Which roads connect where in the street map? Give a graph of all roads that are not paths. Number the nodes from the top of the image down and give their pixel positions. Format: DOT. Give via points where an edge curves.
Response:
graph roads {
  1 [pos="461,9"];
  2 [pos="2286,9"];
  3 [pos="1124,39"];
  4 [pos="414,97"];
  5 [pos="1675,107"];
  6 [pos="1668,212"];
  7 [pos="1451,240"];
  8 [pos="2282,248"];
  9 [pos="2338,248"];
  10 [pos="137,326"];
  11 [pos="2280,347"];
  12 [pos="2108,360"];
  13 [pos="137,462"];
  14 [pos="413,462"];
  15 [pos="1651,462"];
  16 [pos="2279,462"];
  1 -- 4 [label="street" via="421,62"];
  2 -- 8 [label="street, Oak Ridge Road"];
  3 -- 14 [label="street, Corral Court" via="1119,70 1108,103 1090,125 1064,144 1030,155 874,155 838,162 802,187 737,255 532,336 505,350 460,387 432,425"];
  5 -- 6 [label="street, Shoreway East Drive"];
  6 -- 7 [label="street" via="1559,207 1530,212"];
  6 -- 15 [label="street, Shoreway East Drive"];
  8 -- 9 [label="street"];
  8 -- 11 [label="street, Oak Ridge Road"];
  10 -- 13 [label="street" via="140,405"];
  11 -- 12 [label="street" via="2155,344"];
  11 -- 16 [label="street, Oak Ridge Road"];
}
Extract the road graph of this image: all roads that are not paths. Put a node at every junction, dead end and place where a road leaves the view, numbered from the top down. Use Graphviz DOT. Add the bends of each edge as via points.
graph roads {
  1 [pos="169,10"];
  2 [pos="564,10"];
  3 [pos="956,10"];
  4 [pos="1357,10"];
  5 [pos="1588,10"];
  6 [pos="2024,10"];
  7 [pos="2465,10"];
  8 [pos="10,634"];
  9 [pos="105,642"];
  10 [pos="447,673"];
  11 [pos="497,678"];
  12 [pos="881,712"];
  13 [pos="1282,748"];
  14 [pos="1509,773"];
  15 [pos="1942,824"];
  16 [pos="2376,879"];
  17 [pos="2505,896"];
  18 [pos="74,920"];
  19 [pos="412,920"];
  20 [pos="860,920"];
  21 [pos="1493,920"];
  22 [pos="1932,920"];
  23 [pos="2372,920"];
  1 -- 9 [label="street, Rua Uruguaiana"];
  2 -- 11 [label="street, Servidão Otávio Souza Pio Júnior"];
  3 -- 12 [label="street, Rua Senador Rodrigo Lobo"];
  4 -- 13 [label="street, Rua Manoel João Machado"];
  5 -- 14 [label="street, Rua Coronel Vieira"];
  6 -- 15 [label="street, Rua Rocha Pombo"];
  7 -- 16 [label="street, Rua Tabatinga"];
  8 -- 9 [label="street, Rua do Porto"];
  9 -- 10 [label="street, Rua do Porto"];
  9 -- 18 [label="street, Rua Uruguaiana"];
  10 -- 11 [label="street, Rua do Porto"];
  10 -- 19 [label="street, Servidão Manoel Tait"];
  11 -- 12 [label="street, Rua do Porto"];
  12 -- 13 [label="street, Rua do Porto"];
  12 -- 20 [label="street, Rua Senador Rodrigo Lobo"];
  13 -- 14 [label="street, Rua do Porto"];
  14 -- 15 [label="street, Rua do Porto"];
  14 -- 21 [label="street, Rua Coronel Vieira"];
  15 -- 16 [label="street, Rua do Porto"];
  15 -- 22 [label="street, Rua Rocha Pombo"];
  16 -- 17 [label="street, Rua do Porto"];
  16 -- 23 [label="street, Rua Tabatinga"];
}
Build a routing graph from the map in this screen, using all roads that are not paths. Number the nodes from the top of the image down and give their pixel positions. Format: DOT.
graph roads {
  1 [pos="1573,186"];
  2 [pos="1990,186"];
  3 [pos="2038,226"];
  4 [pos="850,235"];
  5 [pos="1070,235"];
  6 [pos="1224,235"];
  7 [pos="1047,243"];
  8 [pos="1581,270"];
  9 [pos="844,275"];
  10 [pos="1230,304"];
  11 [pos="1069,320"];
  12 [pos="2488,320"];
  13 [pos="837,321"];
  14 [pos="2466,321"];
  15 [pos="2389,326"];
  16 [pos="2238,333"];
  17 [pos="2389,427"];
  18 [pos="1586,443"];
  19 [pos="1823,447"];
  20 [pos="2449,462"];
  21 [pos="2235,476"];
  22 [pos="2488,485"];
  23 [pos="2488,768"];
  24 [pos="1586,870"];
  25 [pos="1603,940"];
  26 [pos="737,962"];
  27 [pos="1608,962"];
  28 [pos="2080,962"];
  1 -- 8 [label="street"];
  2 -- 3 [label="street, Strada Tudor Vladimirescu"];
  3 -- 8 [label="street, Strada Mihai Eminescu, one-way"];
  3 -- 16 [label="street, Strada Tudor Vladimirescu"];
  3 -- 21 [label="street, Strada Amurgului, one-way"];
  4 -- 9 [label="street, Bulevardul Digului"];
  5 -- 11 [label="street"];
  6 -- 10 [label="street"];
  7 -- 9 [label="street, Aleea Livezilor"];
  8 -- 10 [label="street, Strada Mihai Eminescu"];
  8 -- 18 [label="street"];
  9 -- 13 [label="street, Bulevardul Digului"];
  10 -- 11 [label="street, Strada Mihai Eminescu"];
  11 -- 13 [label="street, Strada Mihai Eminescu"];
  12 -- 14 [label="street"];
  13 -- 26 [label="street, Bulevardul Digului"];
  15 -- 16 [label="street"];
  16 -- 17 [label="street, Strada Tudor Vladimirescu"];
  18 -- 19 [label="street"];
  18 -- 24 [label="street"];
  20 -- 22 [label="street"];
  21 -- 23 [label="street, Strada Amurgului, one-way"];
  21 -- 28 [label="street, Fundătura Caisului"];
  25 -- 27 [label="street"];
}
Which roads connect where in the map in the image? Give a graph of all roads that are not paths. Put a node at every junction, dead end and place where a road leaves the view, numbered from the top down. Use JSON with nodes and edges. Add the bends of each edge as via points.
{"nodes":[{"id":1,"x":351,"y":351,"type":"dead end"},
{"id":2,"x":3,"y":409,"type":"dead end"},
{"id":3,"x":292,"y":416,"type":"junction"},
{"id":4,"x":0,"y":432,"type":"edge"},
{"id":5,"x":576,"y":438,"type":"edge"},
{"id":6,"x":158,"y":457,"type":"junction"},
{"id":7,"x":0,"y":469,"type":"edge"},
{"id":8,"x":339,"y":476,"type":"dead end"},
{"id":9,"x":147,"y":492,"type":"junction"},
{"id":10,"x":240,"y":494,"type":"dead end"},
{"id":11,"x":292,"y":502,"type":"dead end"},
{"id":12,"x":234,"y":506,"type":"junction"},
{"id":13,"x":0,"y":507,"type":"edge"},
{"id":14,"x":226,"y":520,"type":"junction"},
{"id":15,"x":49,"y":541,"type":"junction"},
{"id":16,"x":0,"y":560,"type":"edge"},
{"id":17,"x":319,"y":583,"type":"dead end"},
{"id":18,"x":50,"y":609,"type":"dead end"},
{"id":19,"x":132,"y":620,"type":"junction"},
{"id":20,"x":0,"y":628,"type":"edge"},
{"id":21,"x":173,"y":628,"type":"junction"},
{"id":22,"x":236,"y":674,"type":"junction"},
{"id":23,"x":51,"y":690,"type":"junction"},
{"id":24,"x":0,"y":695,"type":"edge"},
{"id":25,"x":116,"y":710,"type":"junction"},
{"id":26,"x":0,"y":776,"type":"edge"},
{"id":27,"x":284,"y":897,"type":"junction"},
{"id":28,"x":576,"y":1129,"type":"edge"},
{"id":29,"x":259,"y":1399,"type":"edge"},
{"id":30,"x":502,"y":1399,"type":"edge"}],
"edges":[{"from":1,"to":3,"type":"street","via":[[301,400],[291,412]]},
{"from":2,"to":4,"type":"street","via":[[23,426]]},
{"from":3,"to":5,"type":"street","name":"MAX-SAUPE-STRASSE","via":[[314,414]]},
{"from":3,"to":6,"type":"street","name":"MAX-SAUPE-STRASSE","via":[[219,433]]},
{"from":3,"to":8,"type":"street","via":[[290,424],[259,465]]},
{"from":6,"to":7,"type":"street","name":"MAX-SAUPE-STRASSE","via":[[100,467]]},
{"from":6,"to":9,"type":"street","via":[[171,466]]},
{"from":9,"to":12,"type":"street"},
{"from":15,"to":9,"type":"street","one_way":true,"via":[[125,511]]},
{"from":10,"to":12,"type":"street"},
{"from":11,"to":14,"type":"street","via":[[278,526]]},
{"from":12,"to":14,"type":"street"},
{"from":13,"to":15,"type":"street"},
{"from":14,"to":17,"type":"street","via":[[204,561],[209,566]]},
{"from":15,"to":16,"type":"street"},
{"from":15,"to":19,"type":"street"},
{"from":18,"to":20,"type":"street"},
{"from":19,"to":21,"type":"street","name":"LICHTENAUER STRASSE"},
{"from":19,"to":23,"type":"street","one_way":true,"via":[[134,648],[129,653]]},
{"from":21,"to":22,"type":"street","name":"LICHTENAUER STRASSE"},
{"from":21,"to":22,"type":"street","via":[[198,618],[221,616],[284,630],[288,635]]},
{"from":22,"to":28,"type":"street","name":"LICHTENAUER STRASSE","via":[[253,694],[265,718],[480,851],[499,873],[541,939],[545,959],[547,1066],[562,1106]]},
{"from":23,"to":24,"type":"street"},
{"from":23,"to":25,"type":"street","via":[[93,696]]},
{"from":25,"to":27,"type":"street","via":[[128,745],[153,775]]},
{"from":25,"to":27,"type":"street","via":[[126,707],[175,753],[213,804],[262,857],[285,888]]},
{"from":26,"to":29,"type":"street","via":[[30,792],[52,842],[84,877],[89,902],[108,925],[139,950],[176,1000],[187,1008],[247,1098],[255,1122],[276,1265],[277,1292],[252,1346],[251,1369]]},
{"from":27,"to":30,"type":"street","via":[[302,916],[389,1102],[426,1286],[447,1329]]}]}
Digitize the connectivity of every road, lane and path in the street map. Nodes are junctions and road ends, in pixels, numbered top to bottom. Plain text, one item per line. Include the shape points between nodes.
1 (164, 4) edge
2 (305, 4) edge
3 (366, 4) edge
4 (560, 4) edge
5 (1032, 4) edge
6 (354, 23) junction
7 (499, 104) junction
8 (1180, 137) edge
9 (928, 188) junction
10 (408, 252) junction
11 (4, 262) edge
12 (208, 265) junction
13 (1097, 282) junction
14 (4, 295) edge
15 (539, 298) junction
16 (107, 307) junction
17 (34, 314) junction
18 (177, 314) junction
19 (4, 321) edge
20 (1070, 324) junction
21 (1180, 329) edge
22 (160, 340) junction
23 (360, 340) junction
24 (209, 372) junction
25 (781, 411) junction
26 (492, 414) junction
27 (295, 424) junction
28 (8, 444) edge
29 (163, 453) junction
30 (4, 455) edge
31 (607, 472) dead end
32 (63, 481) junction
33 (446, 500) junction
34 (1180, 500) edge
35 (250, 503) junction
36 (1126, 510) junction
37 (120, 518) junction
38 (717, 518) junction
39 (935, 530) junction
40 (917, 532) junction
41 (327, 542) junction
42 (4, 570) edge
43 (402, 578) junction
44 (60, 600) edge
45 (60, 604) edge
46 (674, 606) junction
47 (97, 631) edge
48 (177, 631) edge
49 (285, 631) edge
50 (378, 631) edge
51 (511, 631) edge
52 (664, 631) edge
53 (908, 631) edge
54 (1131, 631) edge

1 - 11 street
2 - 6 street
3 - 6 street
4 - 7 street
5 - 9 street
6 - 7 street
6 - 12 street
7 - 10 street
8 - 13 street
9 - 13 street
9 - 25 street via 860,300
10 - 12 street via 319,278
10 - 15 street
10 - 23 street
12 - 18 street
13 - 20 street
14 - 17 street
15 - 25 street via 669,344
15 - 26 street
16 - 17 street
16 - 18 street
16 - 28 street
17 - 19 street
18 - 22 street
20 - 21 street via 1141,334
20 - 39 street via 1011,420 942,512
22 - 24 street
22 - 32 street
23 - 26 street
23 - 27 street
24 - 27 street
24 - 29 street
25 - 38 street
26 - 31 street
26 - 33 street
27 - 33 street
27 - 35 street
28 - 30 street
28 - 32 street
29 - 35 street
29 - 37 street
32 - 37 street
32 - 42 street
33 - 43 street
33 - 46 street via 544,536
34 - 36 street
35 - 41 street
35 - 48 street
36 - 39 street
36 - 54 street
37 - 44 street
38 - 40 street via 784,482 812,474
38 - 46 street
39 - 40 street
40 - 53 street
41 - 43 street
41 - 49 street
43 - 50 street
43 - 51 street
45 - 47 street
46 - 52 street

* YOUR ASSIGNMENT *
In the records above, find every line containing the word "Coronel" and show it.

* EXERCISE SOLUTION *
  5 -- 14 [label="street, Rua Coronel Vieira"];
  14 -- 21 [label="street, Rua Coronel Vieira"];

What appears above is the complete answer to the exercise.